Required: Completion of Organic Chemistry (Chem 211 or 313) and Genetics (Bio 305) prior to enrolling in the class. 
Recommended:  Biochemistry (395 or 341) and Physics (211 or 215).


Textbooks can be obtained at the bookstore or online from vendors such as Amazon and ecampus.   Students seeking graduate medical and research careers in Neuroscience  are encouraged to purchase Principles of Neural Science as well.
Required Text
Recommended Text
Recommended Text Recommended Text
Neuroscience: Exploring the Brain (2000)
Bear, Connors, and Paradiso
Lippincott, Williams and Wilkins 
ISBN : 0-683-30596-4
Principles of Neural Science (2000)
Kandel, Schwartz, Jessel
McGraw-Hill/Appleton & Lange
ISBN : 0838577016
An Anthropologist on Mars (1998)
Oliver Sacks
Vintage Books
ISBN: 0679756973
The Man Who Mistook His Wife for a Hat (1998)
Oliver Sacks     Touchstone Books     ISBN: 0684853949

Lectures will highlight key concepts from the textbook and readings on reserve in the Zuhl Library.  Students are responsible for mastering the concepts in the readings whether or not they are discussed in class by the instructor.  The instructor is available to discuss material from lectures and readings during scheduled office hours and by appointment. .

Earning Grade Points:  Grades will be calculated by adding the total points earned on the term exams, the cumulative Final Exam, the term paper, and other assignments.  A total of 1000 pts may be earned during the course. YOU MUST TAKE THE FINAL EXAM.  Any questions and concerns about grading or errors in grading should be discussed with the instructor within 2 weeks of the return date of the graded assignment.
Exams: (630 pts) There will be three in class term exams of varying length and one final exam.
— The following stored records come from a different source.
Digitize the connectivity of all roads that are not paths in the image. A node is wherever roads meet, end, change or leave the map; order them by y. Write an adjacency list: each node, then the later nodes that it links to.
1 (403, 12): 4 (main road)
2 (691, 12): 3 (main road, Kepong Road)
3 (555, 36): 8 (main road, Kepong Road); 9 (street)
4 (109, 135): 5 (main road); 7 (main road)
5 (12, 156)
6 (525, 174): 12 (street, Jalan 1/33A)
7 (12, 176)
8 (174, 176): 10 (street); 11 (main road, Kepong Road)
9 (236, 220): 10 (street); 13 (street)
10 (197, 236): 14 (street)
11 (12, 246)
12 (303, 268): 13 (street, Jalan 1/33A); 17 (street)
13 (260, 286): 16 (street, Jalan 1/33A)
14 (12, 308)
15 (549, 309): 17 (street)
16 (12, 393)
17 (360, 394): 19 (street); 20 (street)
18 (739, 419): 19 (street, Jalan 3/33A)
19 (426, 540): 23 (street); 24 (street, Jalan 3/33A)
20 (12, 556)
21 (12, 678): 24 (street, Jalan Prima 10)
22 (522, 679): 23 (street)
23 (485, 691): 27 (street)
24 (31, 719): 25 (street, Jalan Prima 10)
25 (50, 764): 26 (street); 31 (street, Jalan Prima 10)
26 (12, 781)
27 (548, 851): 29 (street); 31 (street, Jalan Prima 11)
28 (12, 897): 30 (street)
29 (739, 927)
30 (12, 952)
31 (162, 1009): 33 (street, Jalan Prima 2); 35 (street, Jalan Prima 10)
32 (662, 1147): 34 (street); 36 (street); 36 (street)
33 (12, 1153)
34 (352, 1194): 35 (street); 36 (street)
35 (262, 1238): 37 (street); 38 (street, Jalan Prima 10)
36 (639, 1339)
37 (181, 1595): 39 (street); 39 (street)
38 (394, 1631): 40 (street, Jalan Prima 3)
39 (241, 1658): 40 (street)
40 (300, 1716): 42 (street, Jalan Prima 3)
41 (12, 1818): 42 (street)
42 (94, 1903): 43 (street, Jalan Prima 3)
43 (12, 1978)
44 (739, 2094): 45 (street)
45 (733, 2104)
The final exam (255 points) includes a cumulative portion worth 170 points and new material covered after Exam 3 worth 85 points.
Term paper: (150 pts)  Topics should be selected in consultation with the instructor.  Examples of appropriate subjects for paper topics are included in the following list.  The term paper will consist of your critical summary of five original journal articles, only one of which may be a review.  Details of what should be included in the term paper and how to organize the term paper  are posted here:INSTRUCTIONS .  The term paper will be due Apr 23, 2002.
Aging and the Brain
Aging and Sensory Systems
Biomedical Engineering to the Nervous System
Artificial Intelligence and Robotics
Development of the Nervous System
Drugs and the Brain
Evolution of the Brain
Genetic Basis of  Behavior
Neural Basis of Attention Deficit Disorders
Neurotransmitters and Behavior
Neurodegenerative Diseases and their Genetic Basis
Sexual Dimorphism and the Brain
Signal Transduction in Sensory Cells
Stress and the Brain
Tumors, Cancer and the Nervous System
Viral Invasion of the Brain
Assignments (220 points) You will be required to complete several take home assignments.  Some of these will involve using the library and internet.  These assignments will be announced in class and some will be posted on this web site.
Grade Scale: The grade scale may be curved at the end of the semester at the discretion of the instructor.
A     900-1000 pts
B     800-899 pts
C     700-799 pts
D     600-699 pts
F     < 600 pts
S     (Satisfactory) requires a C-
S/U Option: Students must meet all requirements of the course.  A grade of C- is required  to receive an S in the course.
Attendance Students are responsible for all material covered in class as well as any previously unannounced assignments that are given out in class.  Therefore  students are expected to attend all classes.  Contact the instructor BEFOREHAND if you will be unable to attend class.

If you miss an exam...:

Late assignments. 10% of the total points will be deducted for each week the assignment is late. Assignments will not be accepted if handed in more than 2 weeks after the due date.